By Michael Howell
The Ravalli County Commissioners agreed last week to send a letter expressing their objections to some road decommissioning proposals included in the Bitterroot National Forest’s Meadow Vapor Project. The project area covers approximately 8,400 acres surrounding the communities of Springer Memorial and Bonanza, east of Sula on the Darby/Sula Ranger District. Drainages within the project area include Meadow Creek, Vapor Creek, Needle Creek, Lick Creek, Reynolds Creek and Tepee Creek, all of which drain into the East Fork of the Bitterroot River.
The proposed action includes commercial timber harvest, non-commercial thinning, slash piling, and prescribed burning on approximately 3,200 acres. According to the agency, the proposed treatments would reduce the potential of crown fire behavior in low and mixed severity fire regimes within the Wildland Urban Interface, reduce current and future fuel loadings, and improve forest resilience to natural disturbances. The action also proposes road improvements, and decommissioning and storage of routes “to improve watershed condition by reducing sediment sources.”
Commissioner Jeff Burrows noted that the road storage and decommissioning being proposed goes against the county’s Natural Resource Policy, which opposes the removal of any roads from the existing system unless an equal number of miles is being added. But he said the main problem is not the road closures so much as the re-conditioning and re-contouring work that is proposed.

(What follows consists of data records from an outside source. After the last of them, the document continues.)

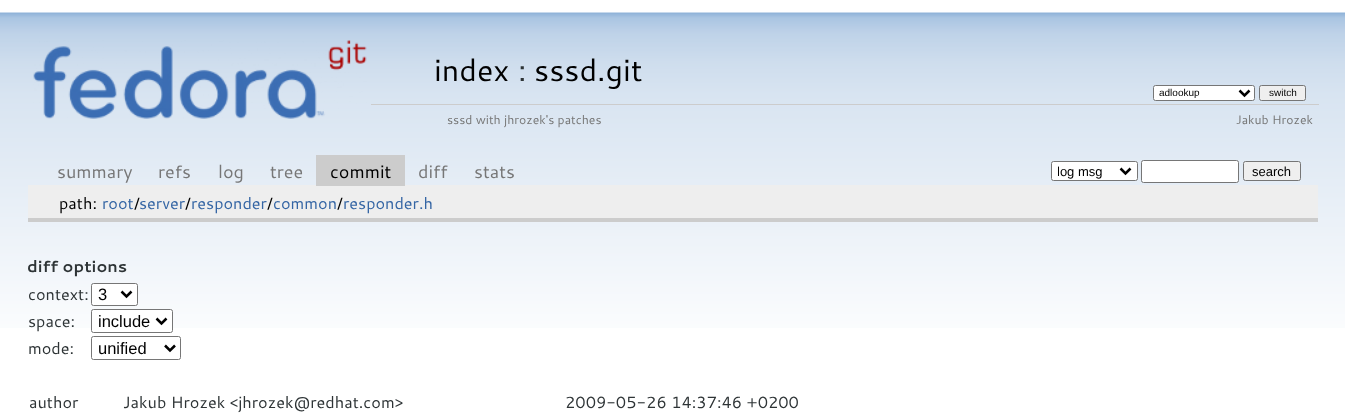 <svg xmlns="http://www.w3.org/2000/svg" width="1345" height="418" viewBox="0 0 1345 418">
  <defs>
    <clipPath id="clip1"><rect x="1058" y="163" width="58" height="17"/></clipPath>
  </defs>
  <rect width="100%" height="100%" fill="rgb(255,255,255)"/>
  <image x="0" y="12" width="1345" height="316" href="pic1.png"/>
  <image x="33" y="40" width="334" height="79" href="pic2.png"/>
  <text x="434" y="81" font-family="Cantarell" font-size="30.5" fill="rgb(0,0,0)">index</text>
  <text x="518" y="81" font-family="Cantarell" font-size="30.5" fill="rgb(46,52,54)">:</text>
  <text x="534" y="81" font-family="Cantarell" font-size="30.5" fill="rgb(0,0,0)">sssd.git</text>
  <rect x="1153.5" y="85.5" width="101" height="15" rx="2" fill="rgb(255,255,255)" stroke="rgb(118,118,118)"/>
  <path d="M1239.5 90.5L1244.5 95.5L1249.5 90.5" fill="none" stroke="rgb(0,0,0)" stroke-width="2.5"/>
  <text x="1159" y="96" font-family="Liberation Sans" font-size="10" fill="rgb(0,0,0)">adlookup</text>
  <rect x="1259.5" y="85.5" width="46" height="15" rx="2" fill="rgb(239,239,239)" stroke="rgb(118,118,118)"/>
  <text x="1269" y="96" font-family="Liberation Sans" font-size="10" fill="rgb(0,0,0)">switch</text>
  <text x="447" y="124" font-family="Cantarell" font-size="12.25" fill="rgb(119,119,119)">sssd with jhrozek's patches</text>
  <rect x="371" y="104" width="948" height="1" fill="rgb(204,204,204)"/>
  <text x="1236" y="124" font-family="Cantarell" font-size="12.25" fill="rgb(119,119,119)">Jakub Hrozek</text>
  <g font-family="Cantarell" font-size="18" fill="rgb(119,119,119)">
    <text x="57" y="178">summary</text>
    <text x="158" y="178">refs</text>
    <text x="218" y="178">log</text>
    <text x="270" y="178">tree</text>
  </g>
  <rect x="28" y="185" width="1290" height="33" fill="rgb(238,238,238)"/>
  <rect x="316" y="155" width="89" height="31" fill="rgb(204,204,204)"/>
  <text x="330" y="178" font-family="Cantarell" font-size="18" fill="rgb(0,0,0)">commit</text>
  <g font-family="Cantarell" font-size="18" fill="rgb(119,119,119)">
    <text x="418" y="178">diff</text>
    <text x="474" y="178">stats</text>
  </g>
  <rect x="1051.5" y="161.5" width="86" height="19" rx="2" fill="rgb(255,255,255)" stroke="rgb(118,118,118)"/>
  <path d="M1120.5 168.5L1125.5 173.5L1130.5 168.5" fill="none" stroke="rgb(0,0,0)" stroke-width="2.5"/>
  <g clip-path="url(#clip1)">
    <text x="1057" y="176" font-family="Liberation Sans" font-size="13" fill="rgb(0,0,0)">log msg</text>
  </g>
  <rect x="1141.5" y="160.5" width="97" height="22" rx="2" fill="rgb(255,255,255)" stroke="rgb(118,118,118)"/>
  <rect x="1243.5" y="161.5" width="57" height="19" rx="2" fill="rgb(239,239,239)" stroke="rgb(118,118,118)"/>
  <text x="1252" y="176" font-family="Liberation Sans" font-size="13" fill="rgb(0,0,0)">search</text>
  <text x="59" y="209" font-family="Cantarell" font-size="16.25" fill="rgb(0,0,0)">path:</text>
  <text x="102" y="209" font-family="Cantarell" font-size="16.25" fill="rgb(52,101,164)">root</text>
  <text x="134" y="209" font-family="Cantarell" font-size="16.25" fill="rgb(0,0,0)">/</text>
  <text x="139" y="209" font-family="Cantarell" font-size="16.25" fill="rgb(52,101,164)">server</text>
  <text x="185" y="209" font-family="Cantarell" font-size="16.25" fill="rgb(0,0,0)">/</text>
  <text x="191" y="209" font-family="Cantarell" font-size="16.25" fill="rgb(52,101,164)">responder</text>
  <text x="267" y="209" font-family="Cantarell" font-size="16.25" fill="rgb(0,0,0)">/</text>
  <text x="273" y="209" font-family="Cantarell" font-size="16.25" fill="rgb(52,101,164)">common</text>
  <text x="337" y="209" font-family="Cantarell" font-size="16.25" fill="rgb(0,0,0)">/</text>
  <text x="343" y="209" font-family="Cantarell" font-size="16.25" fill="rgb(52,101,164)">responder.h</text>
  <rect x="28" y="218" width="1290" height="4" fill="rgb(204,204,204)"/>
  <text x="27" y="272" font-family="Cantarell" font-size="16.25" font-weight="bold" fill="rgb(46,52,54)">diff options</text>
  <text x="28" y="300" font-family="Cantarell" font-size="16.25" fill="rgb(46,52,54)">context:</text>
  <rect x="91.5" y="283.5" width="46" height="22" rx="2" fill="rgb(255,255,255)" stroke="rgb(118,118,118)"/>
  <path d="M121.5 291.5L126.5 296.5L131.5 291.5" fill="none" stroke="rgb(0,0,0)" stroke-width="2.5"/>
  <text x="98" y="300" font-family="Liberation Sans" font-size="16.5" fill="rgb(0,0,0)">3</text>
  <text x="28" y="327" font-family="Cantarell" font-size="16.25" fill="rgb(46,52,54)">space:</text>
  <rect x="91.5" y="309.5" width="81" height="23" rx="2" fill="rgb(255,255,255)" stroke="rgb(118,118,118)"/>
  <path d="M156.5 318.5L161.5 323.5L166.5 318.5" fill="none" stroke="rgb(0,0,0)" stroke-width="2.5"/>
  <text x="98" y="327" font-family="Liberation Sans" font-size="16.5" fill="rgb(0,0,0)">include</text>
  <text x="28" y="354" font-family="Cantarell" font-size="16.25" fill="rgb(46,52,54)">mode:</text>
  <rect x="91.5" y="336.5" width="89" height="23" rx="2" fill="none" stroke="rgb(118,118,118)"/>
  <path d="M165 345.5L170 350.5L175 345.5" fill="none" stroke="rgb(0,0,0)" stroke-width="2.5"/>
  <text x="98" y="354" font-family="Liberation Sans" font-size="16.5" fill="rgb(0,0,0)">unified</text>
  <g font-family="Cantarell" font-size="16.25" fill="rgb(46,52,54)">
    <text x="29" y="408">author</text>
    <text x="123" y="408">Jakub Hrozek &lt;jhrozek@redhat.com&gt;</text>
    <text x="565" y="408">2009-05-26 14:37:46 +0200</text>
  </g>
</svg>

The project proposal involves the decommissioning of a total of 29.5 miles of road with 8.1 miles of that being “treated,” which could mean de-compacting the road to facilitate new growth and/or re-contouring the road to match the mountain slope.
Burrows points out that the sections of road being “treated” appear to be at the access points to the roads and seem more for the purpose of stopping traffic than for the stated reason of improving watershed conditions.
“I don’t see any threats to the watershed on these roads,” said Burrows. He said the roads being decommissioned didn’t border any creeks but were only surrounded by other roads.
Commissioner Greg Chilcott said that the roads made a “terracing effect” that should slow erosion in the area.”
Burrows said that he could support decommissioning some of the roads, but not the re-contouring. He called it “a huge waste of dollars.” He showed some photographs taken over time that showed a road being progressively covered with vegetation until a re-contouring project was implemented and the road was denuded and completely open to view once again. He said there were roads in the project slated for de-compacting that already have small trees growing on them.
He suggested that the county’s policy might “need some clarification” to state that decommissioning roads and taking them off the inventory and maintenance lists might be acceptable for certain reasons, but it should clarify their objection to the useless de-compacting and re-contouring of roads when they could recover in a natural process and still leave a potential road base for emergency and wildfire use.
The county is also doing research based on 1970 aerial photographs to determine what roads in the project area may be open to the public under the rules that prevent the Forest Service from closing roads that were in public use in 1976.